We went a saw We are proud to present a presentation about the Herero of Namibia, formerly known as South West Africa, from the German Sudwestafrika, between the years 1884–1915 at the Artists Repertory Theater.
Most of my life has been spent in Portland and for some reason I have never ventured into the area just south of the Providence –see how we spend your Health Care Insurance dollars– Park.
It is a nice venue, with a bar, a pianist preforming before the show, art on the wall, and several stages.
The play? Not so much.
I knew we were in trouble when there was a slip of paper in the program with a high school essay question: Can you walk in another person’s shoes? Discuss. Good art should not require prior prompting to understand the themes; it should stand on its own merits.
It is difficult to write about is art when the response is ‘meh’. If you despise or love food or music or a movie or a play or a beer, it is easy and fun to write about. If art generates apathy, it is more difficult. What can be said about a Bud Light? Is it really a beer? Discuss.
The actors were excellent, I thought they did a good job, but they were given weak material. I suspect I would have enjoyed the play more if we had not seen Stupid Fucking Birds. We are proud suffers in comparison. I left SFB reflecting on the ideas and characters of the play , I left We are proud reflecting on the inadequacy of the material.
Good art takes you out of yourself and you forget you are watching a performance. Good art is immersive, transporting you to other times and places. They whole time I was aware I was watching a play in a seat in a theater, going nowhere.
Much of the intellectual meat of the production, topics of race, empathy, what it means to be black, the banality of evil, were consistently cut off by the main character, Black Woman (her name), who did not want any substantive conversation to continue between characters as it meant conflict. This led to most of the dialog in this part of the play giving transient lip service to the themes of the play. If the author had expanded on these conversations and interactions, it may have made a better play: the performers reactions to their material as they tried to come to grips with the German genocide in Namibia and its reflection upon race in modern America. The writing and acting in these scenes was superior and could have been been a contender. It coulda been something, instead of a bore, which is what it was, let’s face it.
Instead, the actors ‘improved’ reactions and impressions of the events of the Namibian genocide, sometimes translating them into the US South. It didn’t work. And often, as in the final scene, it was too loud with other sounds from the production (drumming and marching) to actually understand the dialog. These scenes preferred the heavy handed approach of mimicking whippings, shootings, and a lynching.
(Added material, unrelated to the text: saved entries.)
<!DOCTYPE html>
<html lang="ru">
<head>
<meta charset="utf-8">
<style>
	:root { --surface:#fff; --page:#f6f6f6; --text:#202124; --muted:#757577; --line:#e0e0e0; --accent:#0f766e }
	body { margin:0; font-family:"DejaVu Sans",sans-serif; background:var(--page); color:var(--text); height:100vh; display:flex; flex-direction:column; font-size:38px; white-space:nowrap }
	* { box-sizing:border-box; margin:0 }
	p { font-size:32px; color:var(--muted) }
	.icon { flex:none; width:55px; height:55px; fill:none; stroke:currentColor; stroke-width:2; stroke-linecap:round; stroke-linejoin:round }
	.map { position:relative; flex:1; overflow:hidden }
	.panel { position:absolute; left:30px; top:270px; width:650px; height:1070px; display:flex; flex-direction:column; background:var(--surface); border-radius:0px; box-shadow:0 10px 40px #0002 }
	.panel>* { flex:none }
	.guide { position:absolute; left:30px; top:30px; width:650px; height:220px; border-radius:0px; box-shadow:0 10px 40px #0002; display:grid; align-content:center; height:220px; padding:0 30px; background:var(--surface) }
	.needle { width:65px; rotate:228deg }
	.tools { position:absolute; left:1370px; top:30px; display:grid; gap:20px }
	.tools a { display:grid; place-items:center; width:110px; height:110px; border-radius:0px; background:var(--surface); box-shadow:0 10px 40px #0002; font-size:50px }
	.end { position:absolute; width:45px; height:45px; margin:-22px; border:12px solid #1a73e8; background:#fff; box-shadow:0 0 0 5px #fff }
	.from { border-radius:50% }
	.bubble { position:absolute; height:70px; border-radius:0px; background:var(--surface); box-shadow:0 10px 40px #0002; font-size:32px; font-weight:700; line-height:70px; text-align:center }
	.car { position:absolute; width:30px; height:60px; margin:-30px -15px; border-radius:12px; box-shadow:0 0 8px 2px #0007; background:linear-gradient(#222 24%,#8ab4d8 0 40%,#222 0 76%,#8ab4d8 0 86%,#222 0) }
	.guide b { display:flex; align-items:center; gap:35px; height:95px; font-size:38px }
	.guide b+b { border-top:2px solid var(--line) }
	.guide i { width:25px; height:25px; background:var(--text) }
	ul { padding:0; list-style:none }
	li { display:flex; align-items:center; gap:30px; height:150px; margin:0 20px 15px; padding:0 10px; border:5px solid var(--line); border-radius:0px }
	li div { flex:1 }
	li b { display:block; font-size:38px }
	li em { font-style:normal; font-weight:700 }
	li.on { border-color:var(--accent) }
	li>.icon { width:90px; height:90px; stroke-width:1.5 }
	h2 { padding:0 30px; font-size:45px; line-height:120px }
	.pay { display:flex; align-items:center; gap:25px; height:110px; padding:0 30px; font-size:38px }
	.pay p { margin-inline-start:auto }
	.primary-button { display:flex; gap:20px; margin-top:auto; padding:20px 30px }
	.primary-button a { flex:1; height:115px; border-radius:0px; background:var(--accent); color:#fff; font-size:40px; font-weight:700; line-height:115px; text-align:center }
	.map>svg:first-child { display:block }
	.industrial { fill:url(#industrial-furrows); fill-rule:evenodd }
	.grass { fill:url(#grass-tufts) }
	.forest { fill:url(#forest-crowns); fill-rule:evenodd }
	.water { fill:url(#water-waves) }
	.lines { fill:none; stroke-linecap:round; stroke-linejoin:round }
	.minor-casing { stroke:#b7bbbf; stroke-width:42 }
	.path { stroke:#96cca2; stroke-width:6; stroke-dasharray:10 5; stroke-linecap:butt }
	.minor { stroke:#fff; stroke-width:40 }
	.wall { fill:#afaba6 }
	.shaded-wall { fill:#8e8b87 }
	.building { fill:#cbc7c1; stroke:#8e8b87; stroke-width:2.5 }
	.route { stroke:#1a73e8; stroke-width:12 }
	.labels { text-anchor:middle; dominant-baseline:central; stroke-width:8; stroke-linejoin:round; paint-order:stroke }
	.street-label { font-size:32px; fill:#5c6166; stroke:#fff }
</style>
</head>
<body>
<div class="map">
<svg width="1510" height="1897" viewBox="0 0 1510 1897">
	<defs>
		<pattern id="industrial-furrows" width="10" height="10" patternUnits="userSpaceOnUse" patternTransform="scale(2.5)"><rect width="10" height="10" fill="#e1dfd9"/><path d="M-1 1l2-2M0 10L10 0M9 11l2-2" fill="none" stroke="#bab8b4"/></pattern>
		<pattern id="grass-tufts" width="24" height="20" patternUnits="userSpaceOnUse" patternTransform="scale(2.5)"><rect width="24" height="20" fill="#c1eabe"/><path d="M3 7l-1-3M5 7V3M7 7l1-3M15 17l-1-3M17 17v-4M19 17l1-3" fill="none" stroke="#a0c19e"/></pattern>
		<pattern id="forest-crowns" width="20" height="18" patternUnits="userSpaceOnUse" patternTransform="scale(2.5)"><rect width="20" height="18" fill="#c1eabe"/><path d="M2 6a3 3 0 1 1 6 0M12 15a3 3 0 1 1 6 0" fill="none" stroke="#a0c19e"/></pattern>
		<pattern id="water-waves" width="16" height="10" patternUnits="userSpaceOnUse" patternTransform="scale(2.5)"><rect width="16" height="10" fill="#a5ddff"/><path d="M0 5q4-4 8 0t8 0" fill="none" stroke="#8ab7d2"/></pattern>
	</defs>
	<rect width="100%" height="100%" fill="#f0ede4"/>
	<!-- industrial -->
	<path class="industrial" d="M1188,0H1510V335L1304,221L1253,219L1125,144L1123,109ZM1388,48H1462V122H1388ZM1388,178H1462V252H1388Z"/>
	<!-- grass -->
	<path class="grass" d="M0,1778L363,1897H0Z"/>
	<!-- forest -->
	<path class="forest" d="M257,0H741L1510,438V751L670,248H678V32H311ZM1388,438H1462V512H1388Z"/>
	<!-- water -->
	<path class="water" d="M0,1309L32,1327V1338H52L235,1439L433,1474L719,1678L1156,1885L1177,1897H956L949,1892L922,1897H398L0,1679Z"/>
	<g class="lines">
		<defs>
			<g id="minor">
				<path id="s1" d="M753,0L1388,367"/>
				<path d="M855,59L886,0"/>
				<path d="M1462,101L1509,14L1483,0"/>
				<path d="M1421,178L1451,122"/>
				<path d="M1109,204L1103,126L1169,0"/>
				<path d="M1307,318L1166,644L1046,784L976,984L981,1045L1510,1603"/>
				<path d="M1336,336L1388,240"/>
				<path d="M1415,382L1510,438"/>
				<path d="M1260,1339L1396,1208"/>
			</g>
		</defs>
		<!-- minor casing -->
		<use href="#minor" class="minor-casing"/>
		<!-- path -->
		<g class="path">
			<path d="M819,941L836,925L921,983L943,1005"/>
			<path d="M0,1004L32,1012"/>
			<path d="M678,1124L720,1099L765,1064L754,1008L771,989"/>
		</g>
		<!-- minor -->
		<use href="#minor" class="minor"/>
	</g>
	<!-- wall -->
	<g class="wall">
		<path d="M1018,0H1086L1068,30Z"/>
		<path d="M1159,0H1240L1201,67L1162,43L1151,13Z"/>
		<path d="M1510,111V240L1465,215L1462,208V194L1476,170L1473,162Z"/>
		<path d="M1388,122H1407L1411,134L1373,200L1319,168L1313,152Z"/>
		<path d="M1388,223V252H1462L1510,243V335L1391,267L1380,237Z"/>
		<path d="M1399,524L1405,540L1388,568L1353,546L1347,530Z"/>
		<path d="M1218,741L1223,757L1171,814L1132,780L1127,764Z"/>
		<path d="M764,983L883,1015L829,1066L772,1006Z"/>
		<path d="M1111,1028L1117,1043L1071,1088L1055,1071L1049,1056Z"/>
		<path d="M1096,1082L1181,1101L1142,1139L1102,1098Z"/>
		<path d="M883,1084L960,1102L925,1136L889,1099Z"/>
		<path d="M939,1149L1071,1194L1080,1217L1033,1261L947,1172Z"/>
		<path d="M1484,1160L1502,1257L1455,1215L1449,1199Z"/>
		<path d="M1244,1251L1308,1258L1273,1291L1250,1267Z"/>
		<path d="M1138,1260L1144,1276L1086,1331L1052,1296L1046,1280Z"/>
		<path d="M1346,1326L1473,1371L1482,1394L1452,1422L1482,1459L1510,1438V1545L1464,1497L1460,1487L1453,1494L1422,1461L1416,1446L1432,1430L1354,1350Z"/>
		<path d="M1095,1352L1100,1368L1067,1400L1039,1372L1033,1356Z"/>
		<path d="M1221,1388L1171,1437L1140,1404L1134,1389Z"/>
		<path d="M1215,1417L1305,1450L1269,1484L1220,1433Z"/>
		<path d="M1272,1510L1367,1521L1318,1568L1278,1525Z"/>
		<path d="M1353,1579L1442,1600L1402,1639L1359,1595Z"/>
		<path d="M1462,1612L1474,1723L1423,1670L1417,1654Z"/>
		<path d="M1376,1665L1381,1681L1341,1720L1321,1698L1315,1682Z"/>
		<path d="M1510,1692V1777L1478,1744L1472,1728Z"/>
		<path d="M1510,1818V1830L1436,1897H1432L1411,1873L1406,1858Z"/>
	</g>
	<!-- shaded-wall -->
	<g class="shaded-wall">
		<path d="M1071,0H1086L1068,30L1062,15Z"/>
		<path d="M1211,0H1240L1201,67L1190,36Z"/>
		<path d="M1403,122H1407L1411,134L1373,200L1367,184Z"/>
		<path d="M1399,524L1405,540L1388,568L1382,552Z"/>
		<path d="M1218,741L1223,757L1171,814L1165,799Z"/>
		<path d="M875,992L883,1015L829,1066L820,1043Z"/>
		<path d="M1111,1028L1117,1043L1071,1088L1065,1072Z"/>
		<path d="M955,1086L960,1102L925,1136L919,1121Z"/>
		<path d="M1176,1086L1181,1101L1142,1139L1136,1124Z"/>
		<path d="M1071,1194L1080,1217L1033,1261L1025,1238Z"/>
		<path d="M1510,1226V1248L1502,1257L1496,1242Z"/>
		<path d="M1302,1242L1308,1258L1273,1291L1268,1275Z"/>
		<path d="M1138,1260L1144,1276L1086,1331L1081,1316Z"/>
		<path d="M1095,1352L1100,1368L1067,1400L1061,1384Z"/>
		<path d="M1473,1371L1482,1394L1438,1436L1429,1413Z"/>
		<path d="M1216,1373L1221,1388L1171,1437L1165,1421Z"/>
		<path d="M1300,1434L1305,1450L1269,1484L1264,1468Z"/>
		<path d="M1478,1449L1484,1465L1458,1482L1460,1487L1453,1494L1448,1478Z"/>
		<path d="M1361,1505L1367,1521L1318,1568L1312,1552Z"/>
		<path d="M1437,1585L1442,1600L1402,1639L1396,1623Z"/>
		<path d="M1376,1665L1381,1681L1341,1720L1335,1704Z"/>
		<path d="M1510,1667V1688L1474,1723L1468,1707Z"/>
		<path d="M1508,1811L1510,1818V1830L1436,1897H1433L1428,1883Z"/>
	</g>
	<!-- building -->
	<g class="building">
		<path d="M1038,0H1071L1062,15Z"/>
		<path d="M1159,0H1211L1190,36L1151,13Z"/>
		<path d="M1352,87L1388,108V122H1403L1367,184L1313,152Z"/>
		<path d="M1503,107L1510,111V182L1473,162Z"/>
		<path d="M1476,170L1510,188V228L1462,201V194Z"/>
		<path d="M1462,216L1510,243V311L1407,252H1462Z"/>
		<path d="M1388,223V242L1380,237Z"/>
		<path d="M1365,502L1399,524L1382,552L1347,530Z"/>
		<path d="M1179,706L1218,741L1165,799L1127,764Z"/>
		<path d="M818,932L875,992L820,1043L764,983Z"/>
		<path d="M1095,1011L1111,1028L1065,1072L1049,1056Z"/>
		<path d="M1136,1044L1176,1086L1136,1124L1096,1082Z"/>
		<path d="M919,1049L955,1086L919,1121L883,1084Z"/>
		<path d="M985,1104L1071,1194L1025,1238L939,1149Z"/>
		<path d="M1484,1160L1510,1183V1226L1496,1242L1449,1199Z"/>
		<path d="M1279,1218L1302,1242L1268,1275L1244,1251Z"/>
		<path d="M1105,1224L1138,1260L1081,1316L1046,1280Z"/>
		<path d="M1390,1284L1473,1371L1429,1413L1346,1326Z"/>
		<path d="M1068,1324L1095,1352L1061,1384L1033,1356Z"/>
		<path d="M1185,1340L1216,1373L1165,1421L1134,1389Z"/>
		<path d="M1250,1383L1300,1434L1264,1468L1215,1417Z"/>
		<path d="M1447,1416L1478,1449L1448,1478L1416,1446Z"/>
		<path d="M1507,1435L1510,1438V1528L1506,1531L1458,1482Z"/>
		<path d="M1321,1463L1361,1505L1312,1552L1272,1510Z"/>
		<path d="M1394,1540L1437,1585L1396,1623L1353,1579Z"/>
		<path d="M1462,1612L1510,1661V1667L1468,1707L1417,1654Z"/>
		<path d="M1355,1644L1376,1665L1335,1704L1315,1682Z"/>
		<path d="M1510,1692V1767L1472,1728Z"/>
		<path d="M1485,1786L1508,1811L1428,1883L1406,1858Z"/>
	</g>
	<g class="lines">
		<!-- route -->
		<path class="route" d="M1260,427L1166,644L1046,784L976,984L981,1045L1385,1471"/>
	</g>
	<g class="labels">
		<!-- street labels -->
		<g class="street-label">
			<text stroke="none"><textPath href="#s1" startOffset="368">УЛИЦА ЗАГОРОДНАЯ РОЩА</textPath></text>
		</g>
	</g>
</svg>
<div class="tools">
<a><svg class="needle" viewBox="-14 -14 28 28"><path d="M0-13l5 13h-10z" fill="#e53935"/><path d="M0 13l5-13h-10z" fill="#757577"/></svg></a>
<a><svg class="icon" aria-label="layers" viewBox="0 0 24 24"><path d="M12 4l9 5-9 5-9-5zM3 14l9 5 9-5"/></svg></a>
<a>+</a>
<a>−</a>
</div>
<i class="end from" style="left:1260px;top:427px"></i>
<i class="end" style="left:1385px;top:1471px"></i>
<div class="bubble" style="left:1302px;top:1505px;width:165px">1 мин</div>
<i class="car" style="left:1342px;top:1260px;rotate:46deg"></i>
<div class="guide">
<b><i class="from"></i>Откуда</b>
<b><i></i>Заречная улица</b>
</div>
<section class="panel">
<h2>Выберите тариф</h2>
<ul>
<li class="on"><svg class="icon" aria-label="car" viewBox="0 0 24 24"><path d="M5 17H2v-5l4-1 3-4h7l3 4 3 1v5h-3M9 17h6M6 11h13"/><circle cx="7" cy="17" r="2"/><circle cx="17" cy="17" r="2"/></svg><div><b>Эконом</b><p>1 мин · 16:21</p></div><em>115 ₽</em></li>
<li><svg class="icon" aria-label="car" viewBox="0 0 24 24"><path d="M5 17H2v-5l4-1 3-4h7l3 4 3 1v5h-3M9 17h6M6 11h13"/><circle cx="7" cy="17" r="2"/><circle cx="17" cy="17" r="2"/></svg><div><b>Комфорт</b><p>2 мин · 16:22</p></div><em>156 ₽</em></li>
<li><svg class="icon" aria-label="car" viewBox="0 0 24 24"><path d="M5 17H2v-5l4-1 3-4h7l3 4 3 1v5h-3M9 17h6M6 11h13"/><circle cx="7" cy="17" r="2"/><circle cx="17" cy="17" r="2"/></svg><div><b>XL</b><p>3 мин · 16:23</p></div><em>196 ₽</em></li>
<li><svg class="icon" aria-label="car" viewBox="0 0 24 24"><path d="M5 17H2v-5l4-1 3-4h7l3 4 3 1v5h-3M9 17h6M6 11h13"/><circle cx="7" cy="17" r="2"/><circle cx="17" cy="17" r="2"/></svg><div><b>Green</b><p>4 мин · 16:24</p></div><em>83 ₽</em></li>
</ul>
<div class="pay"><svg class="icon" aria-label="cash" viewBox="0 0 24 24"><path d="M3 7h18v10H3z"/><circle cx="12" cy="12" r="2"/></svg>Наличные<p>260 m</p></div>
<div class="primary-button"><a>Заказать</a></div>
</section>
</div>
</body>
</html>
They went for the cheap, visceral approach rather than the more difficult, nuanced, approach of dialog and character.
And the problem with moving the action from Africa to the US south is it makes the issues still about ‘them’, what ‘they’ did, rather than about ‘us’, and what ‘we’ do. Good art takes the specific and makes it universal. This play takes the specific, keeps it specific and narrows the experience when it moves from Africa to the South. Wrong direction. The reality is that evil can be performed by anyone, in any culture, given the right opportunity and situation. The play protects the audience from the understanding that there but for the grace of god go I. It was those terrible German/Southern racists. I would never do anything like that. It is the awful behavior of others, not me.
One of the movies I have always hated is ET because I could feel being so obviously manipulated. I go to art to be manipulated, but I don’t want to recognize it as it is happening. I wee bit of subtlety, missing in this play, goes further.
It wasn’t a bad play, I am glad I saw it, parts were interesting, but in the end it just didn’t work, either as good art or as a platform for understanding genocide or racism. I try to enjoy things for what they are, not what I wish they could be. This play reminded me of what it could have been if the author had not relied on cheap thrills over dialog and character.
They are having discussions about the themes of the play after some of the performances. Thin gruel for an intellectual meal.
After the play we went up the block to the Driftwood Room at the Hotel Delux.
This is one cool bar. Instead of the industrial wood and metal that is common in PDX, it has a plush 50’s vibe, with a curved bar in the front and a sinuous cloth couch and tables along the walls. It is a small bar, room for 30 people tops, but dark and romantic. A great place for a first date.
The service is superb and friendly, in formal black and white attire. I ordered the Bartenders Mood: whatever she wanted to make. I was asked if I wanted something shaken or stirred. I opted for shaken and received a bourbon, vermouth, lemon drink that was fantastic enough to order a second. I like it when one of the options is Bartenders Surprise. It is a chance to wander outside of my comfort zone.
For food I went for the croque monsieur, a grilled French ham and cheese sandwich with a salad. Perfect. The only problem with bar food is there is usually no dessert option. I guess that is why you order a second drink.
Of all the bars we have visited so far, this one is at the top of the list for food, drinks, atmosphere and service. It’s only problem is that it is not near any place we are likely to visit soon. Maybe they can make a Happy Valley extension? I will not hold my breath.